_SUPPLIED ENTRIES_:
•••••

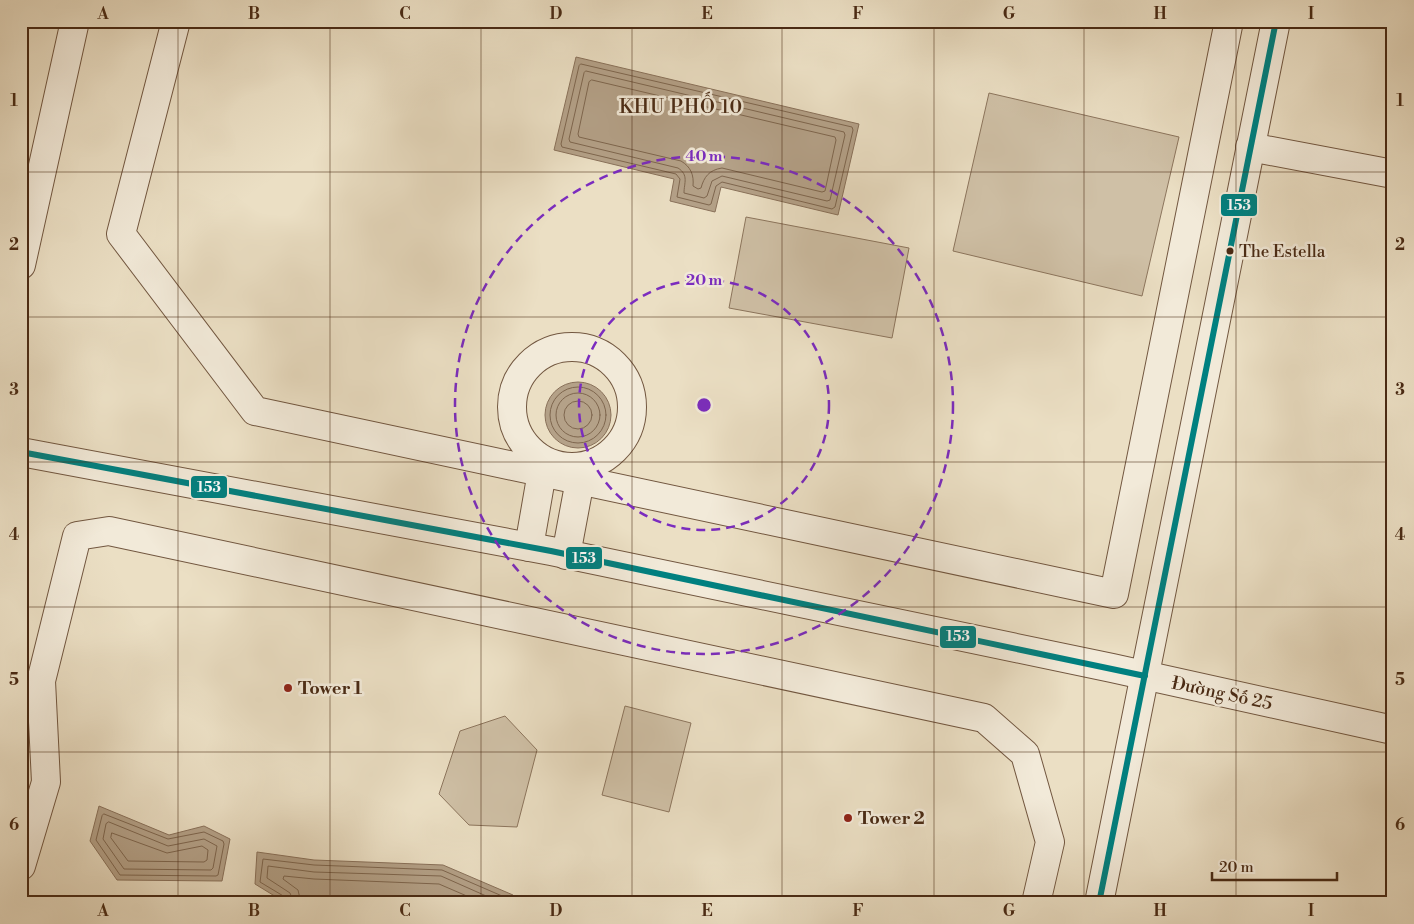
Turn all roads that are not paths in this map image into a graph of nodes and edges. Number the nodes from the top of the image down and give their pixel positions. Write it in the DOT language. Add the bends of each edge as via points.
graph roads {
  1 [pos="75,21"];
  2 [pos="176,21"];
  3 [pos="1229,21"];
  4 [pos="1276,21"];
  5 [pos="1250,147"];
  6 [pos="1393,174"];
  7 [pos="21,265"];
  8 [pos="21,452"];
  9 [pos="561,473"];
  10 [pos="529,547"];
  11 [pos="566,555"];
  12 [pos="1146,676"];
  13 [pos="1393,730"];
  14 [pos="30,805"];
  15 [pos="21,866"];
  16 [pos="1036,903"];
  17 [pos="1099,903"];
  1 -- 7 [label="street"];
  2 -- 9 [label="street" via="121,234 255,411"];
  3 -- 9 [label="street" via="1114,594"];
  4 -- 5 [label="street"];
  5 -- 6 [label="street"];
  5 -- 12 [label="street"];
  8 -- 10 [label="street, Đường Số 25"];
  9 -- 9 [label="street" via="600,460 617,448 628,430 632,411 630,390 621,372 606,358 588,349 567,347 547,352 531,363 518,379 512,398 513,419 520,438"];
  9 -- 10 [label="street"];
  9 -- 11 [label="street"];
  10 -- 11 [label="street, Đường Số 25"];
  11 -- 12 [label="street, Đường Số 25"];
  12 -- 13 [label="street, Đường Số 25"];
  12 -- 17 [label="street"];
  14 -- 15 [label="street"];
  14 -- 16 [label="street" via="46,782 41,681 77,536 109,531 984,718 1025,754 1050,842"];
}
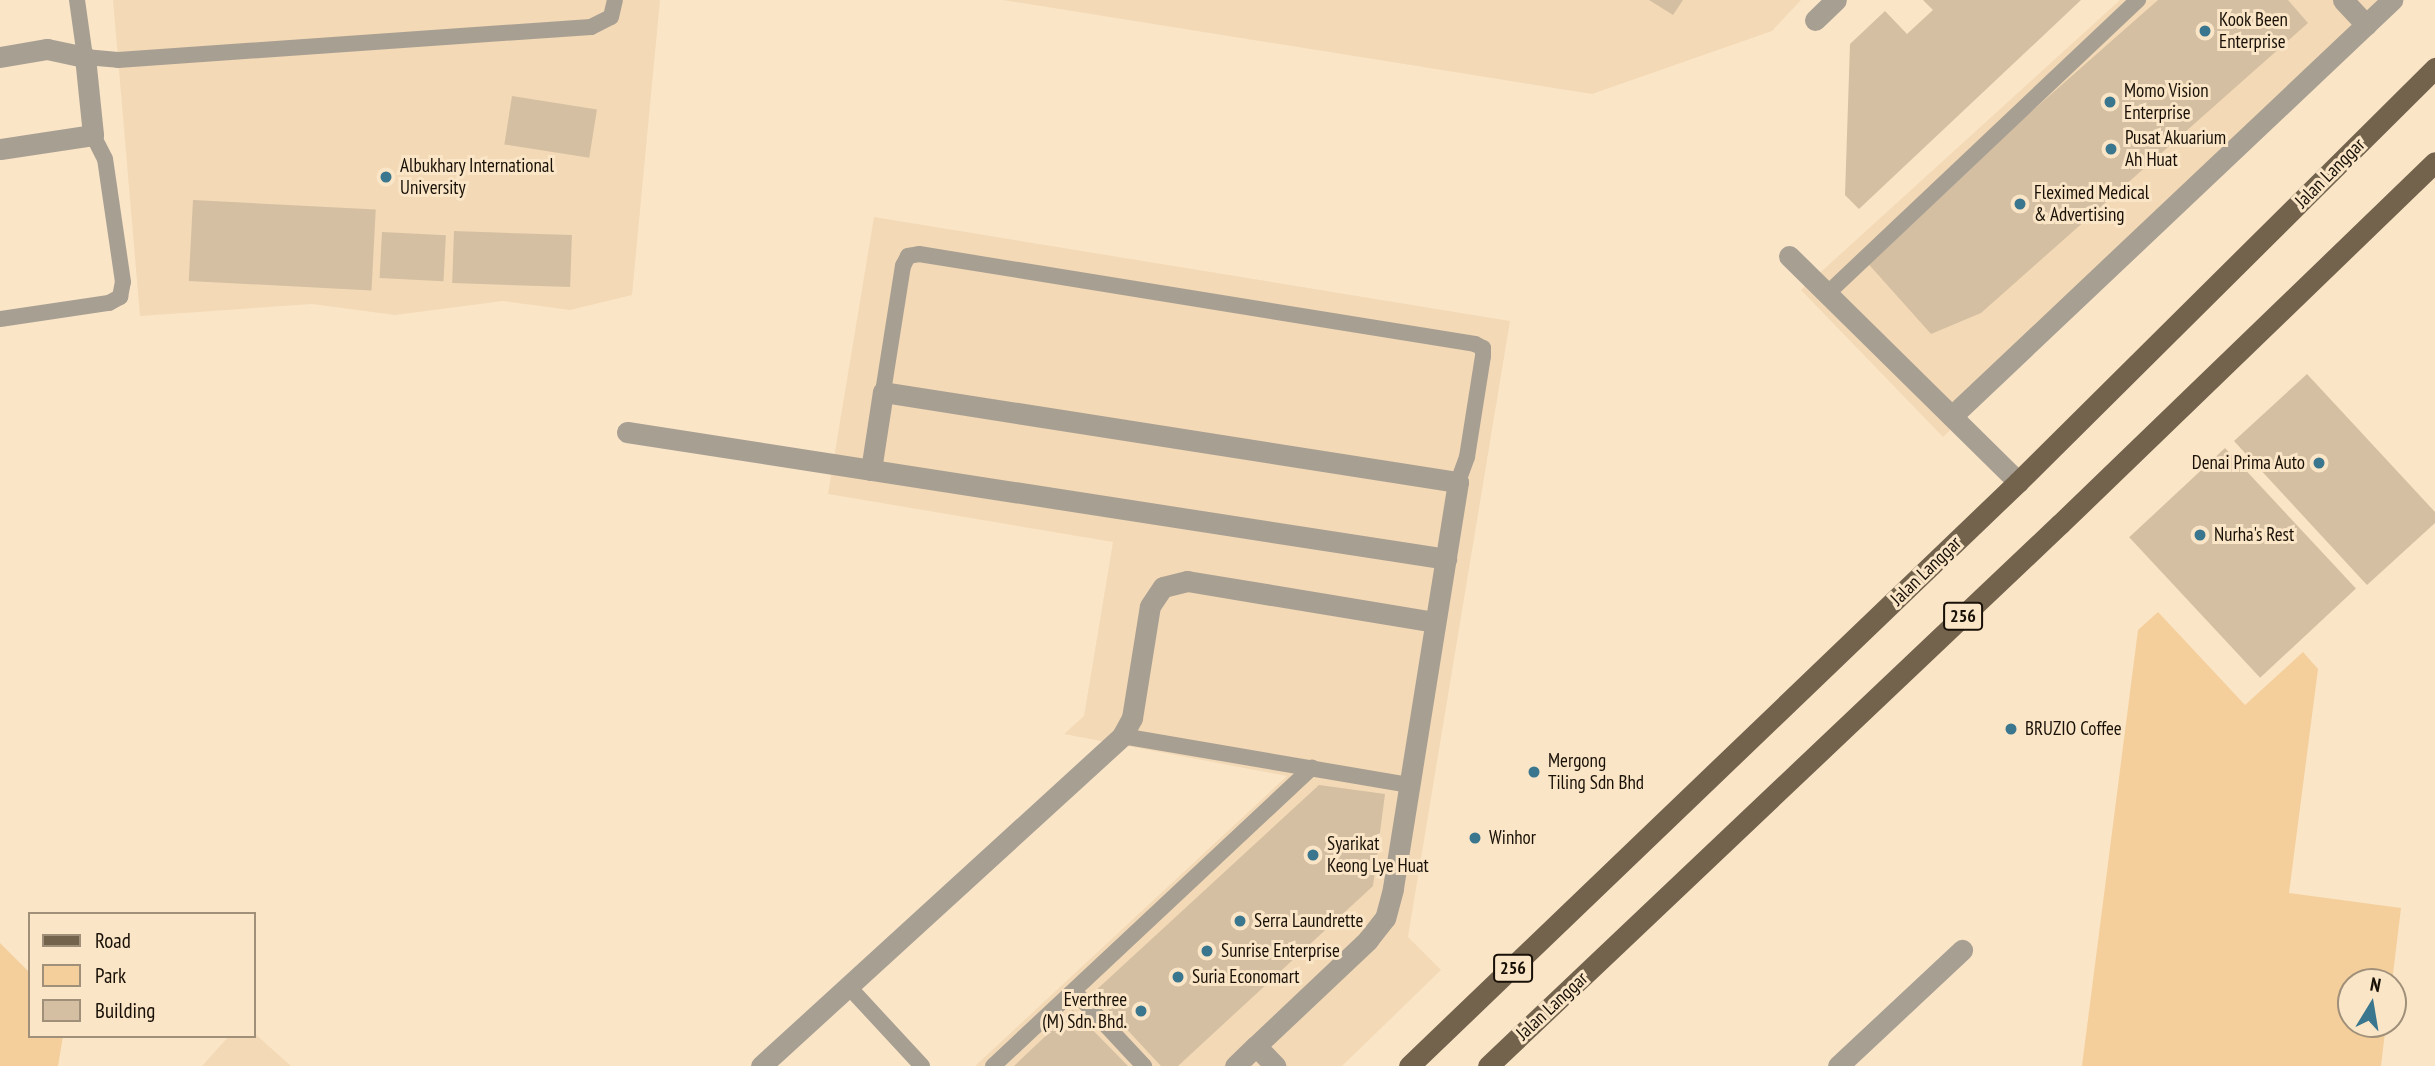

•••••

_INSTRUCTIONS TO FOLLOW_: Give the records again exactly as they stand, so that only the pictures are missing.

_ANSWER SECTION_:
Turn all roads that are not paths in this map image into a graph of nodes and edges. Number the nodes from the top of the image down and give their pixel positions. Write it in the DOT language. Add the bends of each edge as via points.
graph roads {
  1 [pos="75,21"];
  2 [pos="176,21"];
  3 [pos="1229,21"];
  4 [pos="1276,21"];
  5 [pos="1250,147"];
  6 [pos="1393,174"];
  7 [pos="21,265"];
  8 [pos="21,452"];
  9 [pos="561,473"];
  10 [pos="529,547"];
  11 [pos="566,555"];
  12 [pos="1146,676"];
  13 [pos="1393,730"];
  14 [pos="30,805"];
  15 [pos="21,866"];
  16 [pos="1036,903"];
  17 [pos="1099,903"];
  1 -- 7 [label="street"];
  2 -- 9 [label="street" via="121,234 255,411"];
  3 -- 9 [label="street" via="1114,594"];
  4 -- 5 [label="street"];
  5 -- 6 [label="street"];
  5 -- 12 [label="street"];
  8 -- 10 [label="street, Đường Số 25"];
  9 -- 9 [label="street" via="600,460 617,448 628,430 632,411 630,390 621,372 606,358 588,349 567,347 547,352 531,363 518,379 512,398 513,419 520,438"];
  9 -- 10 [label="street"];
  9 -- 11 [label="street"];
  10 -- 11 [label="street, Đường Số 25"];
  11 -- 12 [label="street, Đường Số 25"];
  12 -- 13 [label="street, Đường Số 25"];
  12 -- 17 [label="street"];
  14 -- 15 [label="street"];
  14 -- 16 [label="street" via="46,782 41,681 77,536 109,531 984,718 1025,754 1050,842"];
}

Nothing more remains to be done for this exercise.